Robin> Oops, missed sending this to the ia64 mailing list.  Robin

Hi Robin,

Just hit the same problem and did a little digging. It's because
platform_send_ipi() ends up doing a cpuid_to_nasid() on sn2, which
relies on NUMA information etc. being setup. 

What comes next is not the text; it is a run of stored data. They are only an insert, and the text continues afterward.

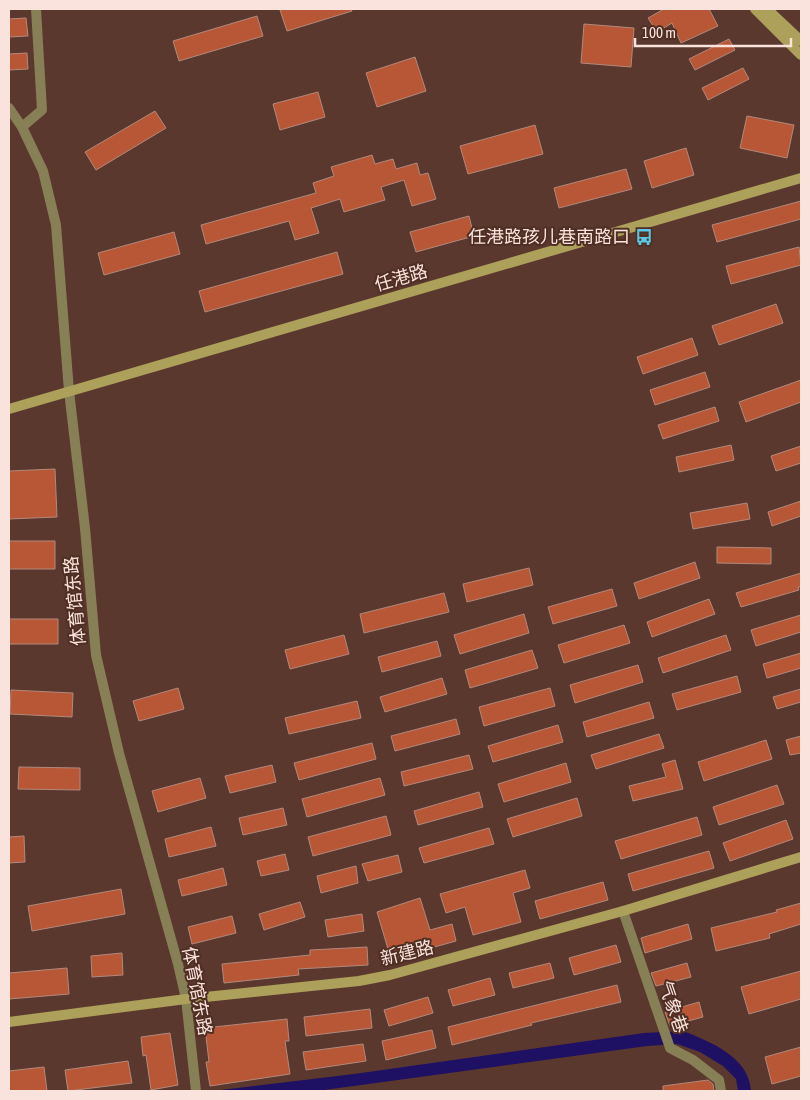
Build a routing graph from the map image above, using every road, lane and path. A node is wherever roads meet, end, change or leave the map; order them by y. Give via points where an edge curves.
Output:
1 (36, 9) edge
2 (755, 9) edge
3 (767, 9) edge
4 (801, 41) edge
5 (801, 55) edge
6 (9, 108) edge
7 (22, 127) junction
8 (801, 178) edge
9 (69, 392) junction
10 (9, 409) edge
11 (801, 857) edge
12 (623, 911) junction
13 (186, 999) junction
14 (9, 1022) edge
15 (196, 1091) edge
16 (721, 1091) edge

1 - 7 street via 42,110
2 - 5 street
3 - 4 street
6 - 7 street, 体育馆东路
7 - 9 street, 体育馆东路 via 43,171 56,225
8 - 9 street, 任港路
9 - 10 street, 任港路
9 - 13 street, 体育馆东路 via 96,656
11 - 12 street, 新建路
12 - 13 street, 新建路 via 390,975
12 - 16 street, 气象巷 via 670,1048 694,1060 719,1080
13 - 14 street, 新建路
13 - 15 street, 体育馆东路

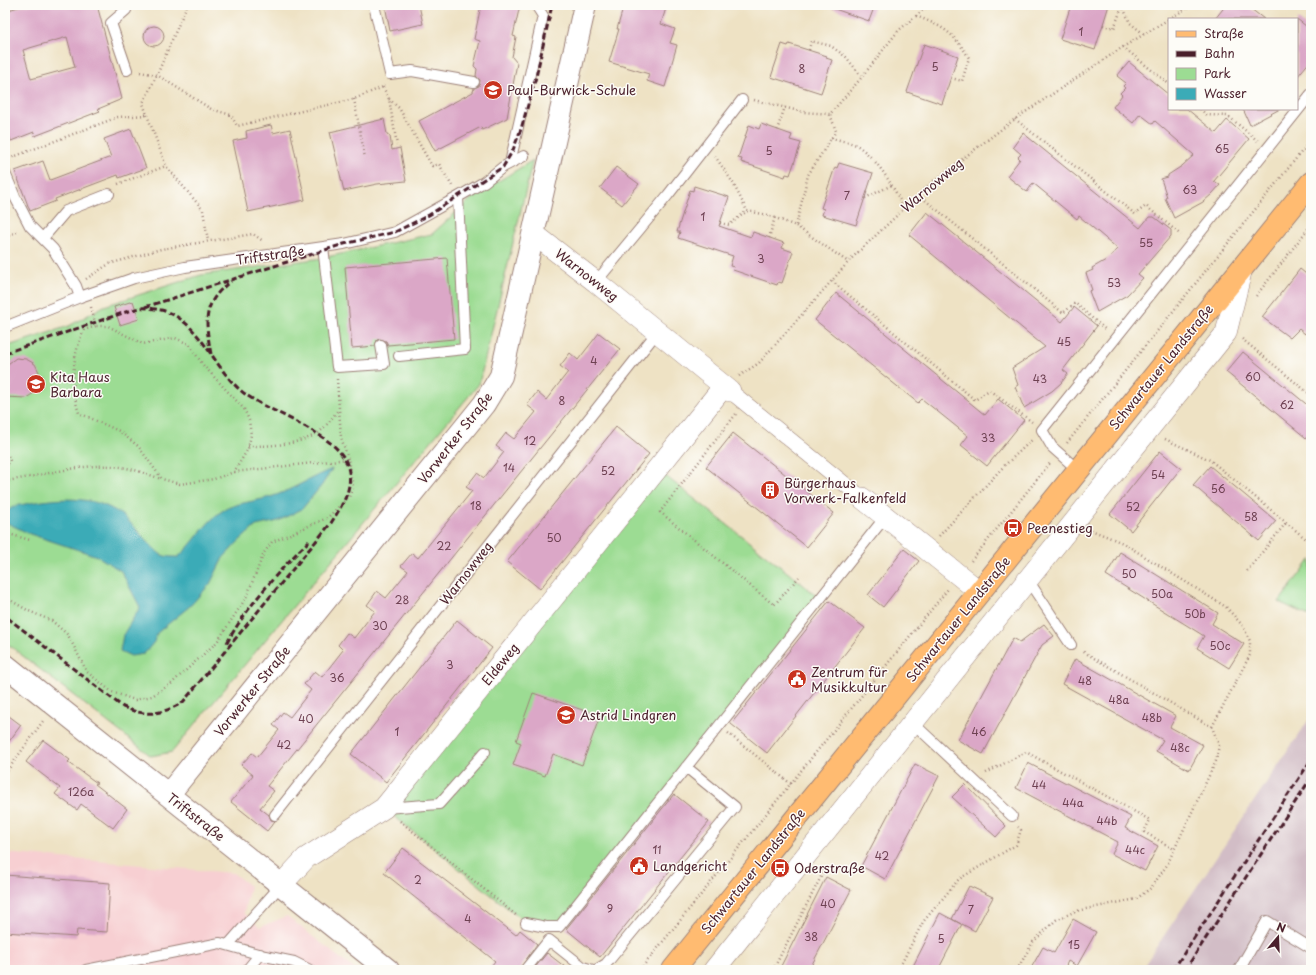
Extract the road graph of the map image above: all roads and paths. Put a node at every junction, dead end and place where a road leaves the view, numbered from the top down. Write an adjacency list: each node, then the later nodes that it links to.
1 (126, 5): 16 (lane)
2 (187, 5): 18 (path)
3 (374, 5): 17 (lane)
4 (536, 5): 42 (lane)
5 (585, 5): 59 (street, Vorwerker Straße)
6 (928, 5): 9 (path)
7 (1192, 5): 10 (path, Warnowweg)
8 (1122, 6): 12 (path); 13 (path)
9 (916, 16): 19 (path); 20 (path)
10 (1171, 18)
11 (1168, 20): 13 (path, Warnowweg)
12 (1103, 25)
13 (1144, 34): 14 (path, Warnowweg)
14 (1123, 47): 22 (path); 32 (path, Warnowweg)
15 (809, 50): 19 (path)
16 (127, 70): 18 (path)
17 (390, 74): 21 (lane); 23 (path)
18 (157, 75): 25 (path); 31 (path)
19 (862, 77): 30 (path)
20 (951, 78)
21 (474, 82)
22 (1168, 83)
23 (383, 87): 25 (path); 26 (path)
24 (1311, 94): 38 (lane)
25 (354, 99): 40 (path)
26 (388, 99): 36 (path); 47 (path)
27 (742, 100): 28 (path); 37 (lane)
28 (785, 107): 30 (path); 33 (path)
29 (1201, 110): 38 (path)
30 (830, 114): 34 (path)
31 (147, 115): 41 (path); 43 (path)
32 (1015, 119): 50 (path, Warnowweg); 64 (path)
33 (777, 130)
34 (831, 138): 46 (path); 58 (path)
35 (1311, 140): 88 (path)
36 (397, 145)
37 (708, 145): 54 (path); 69 (lane)
38 (1268, 149): 64 (lane)
39 (524, 156): 42 (lane, Triftstraße)
40 (365, 158)
41 (5, 160)
42 (510, 163): 51 (lane, Triftstraße)
43 (166, 166): 49 (path); 63 (path)
44 (5, 173): 60 (lane)
45 (1311, 182): 67 (main road, Schwartauer Landstraße)
46 (892, 184): 52 (path); 53 (path)
47 (452, 186): 48 (path); 51 (path)
48 (446, 190)
49 (109, 194): 60 (lane)
50 (919, 195): 53 (path, Warnowweg); 76 (path)
51 (458, 197): 65 (lane, Triftstraße); 79 (lane)
52 (865, 198)
53 (904, 208): 66 (path, Warnowweg)
54 (747, 211): 55 (path); 56 (path)
55 (775, 217): 58 (path); 61 (path)
56 (720, 223)
57 (1311, 225): 72 (path)
58 (796, 226): 66 (path)
59 (534, 234): 69 (street, Warnowweg); 120 (street, Vorwerker Straße)
60 (43, 238): 70 (lane)
61 (768, 238)
62 (270, 240): 63 (path)
63 (208, 241): 70 (path)
64 (1192, 244): 76 (lane)
65 (323, 247): 71 (lane, Triftstraße); 80 (lane)
66 (848, 262): 68 (path, Warnowweg)
67 (1242, 268): 84 (street, Schwartauer Landstraße); 91 (main road, Schwartauer Landstraße)
68 (832, 281): 81 (path, Warnowweg); 85 (path)
69 (596, 282): 75 (street, Warnowweg)
70 (76, 286): 71 (lane)
71 (83, 296): 73 (path); 74 (lane, Triftstraße)
72 (1253, 299)
73 (96, 326): 86 (path); 93 (path)
74 (5, 327)
75 (658, 331): 81 (street, Warnowweg); 122 (lane, Warnowweg)
76 (1116, 338): 85 (lane)
77 (1241, 338): 82 (path)
78 (381, 345): 80 (lane)
79 (399, 356)
80 (337, 367): 83 (path)
81 (733, 393): 95 (street); 105 (path); 121 (street, Eldeweg)
82 (1311, 395)
83 (338, 410): 86 (path); 89 (path)
84 (1150, 428): 97 (street, Schwartauer Landstraße); 98 (path)
85 (1042, 430): 88 (lane); 102 (path)
86 (248, 446): 92 (path)
87 (5, 454): 90 (path)
88 (1059, 454): 91 (lane); 104 (path)
89 (348, 459): 92 (path); 108 (path)
90 (5, 467)
91 (1078, 470): 107 (main road, Schwartauer Landstraße)
92 (234, 472): 93 (path)
93 (162, 479): 94 (path)
94 (5, 481)
95 (862, 498): 96 (street)
96 (886, 516): 102 (street); 113 (lane)
97 (1076, 520): 106 (street, Schwartauer Landstraße); 114 (path)
98 (1286, 523): 101 (path); 103 (path)
99 (5, 533): 100 (path)
100 (30, 540)
101 (1311, 543)
102 (927, 549): 104 (street)
103 (1247, 571)
104 (959, 576): 107 (street); 119 (path)
105 (799, 577)
106 (1028, 580): 109 (lane); 112 (street, Schwartauer Landstraße)
107 (980, 592): 131 (main road, Schwartauer Landstraße)
108 (5, 597)
109 (1071, 645): 114 (path)
110 (5, 665): 111 (street, Triftstraße)
111 (55, 704): 117 (path); 120 (street, Triftstraße)
112 (913, 723): 118 (lane); 139 (street, Schwartauer Landstraße)
113 (718, 725): 116 (lane); 119 (path)
114 (1212, 727): 124 (path)
115 (485, 752): 121 (lane)
116 (686, 767): 127 (lane); 137 (lane)
117 (5, 774)
118 (974, 780): 123 (lane); 124 (path)
119 (791, 784): 138 (path)
120 (168, 795): 126 (street, Triftstraße)
121 (384, 808): 126 (street, Eldeweg); 127 (path)
122 (275, 815)
123 (1012, 816): 141 (path)
124 (1174, 849): 142 (path)
125 (819, 865): 140 (path)
126 (281, 884): 128 (lane); 135 (street, Triftstraße)
127 (526, 923)
128 (228, 946): 130 (lane); 132 (lane)
129 (1311, 948): 143 (lane)
130 (260, 954): 133 (lane); 134 (lane)
131 (679, 968)
132 (86, 970)
133 (247, 970)
134 (310, 970)
135 (388, 970)
136 (525, 970): 137 (lane)
137 (594, 970)
138 (640, 970)
139 (714, 970)
140 (773, 970)
141 (898, 970)
142 (1017, 970)
143 (1239, 970)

In fact, check_sal_cache_flush() is called a fair bit before
platform_setup() in arch/ia64/kernel/setup.c, which I would claim is
completely broken.

Either check_sal_cache_flush() needs to be moved to after
platform_setup() or Alex's patch should be reverted until a better
solution is found. I am attaching a patch that does the former, but I
don't know if this is safe on HP's systems.

This boots on SN2.

Cheers,
Jes

Call check_sal_cache_flush() after platform_setup() as
check_sal_cache_flush() now relies on being able to call platform
vector code.

Signed-off-by: Jes Sorensen <jes@sgi.com>
---
 arch/ia64/kernel/setup.c |    3 +--
 1 file changed, 1 insertion(+), 2 deletions(-)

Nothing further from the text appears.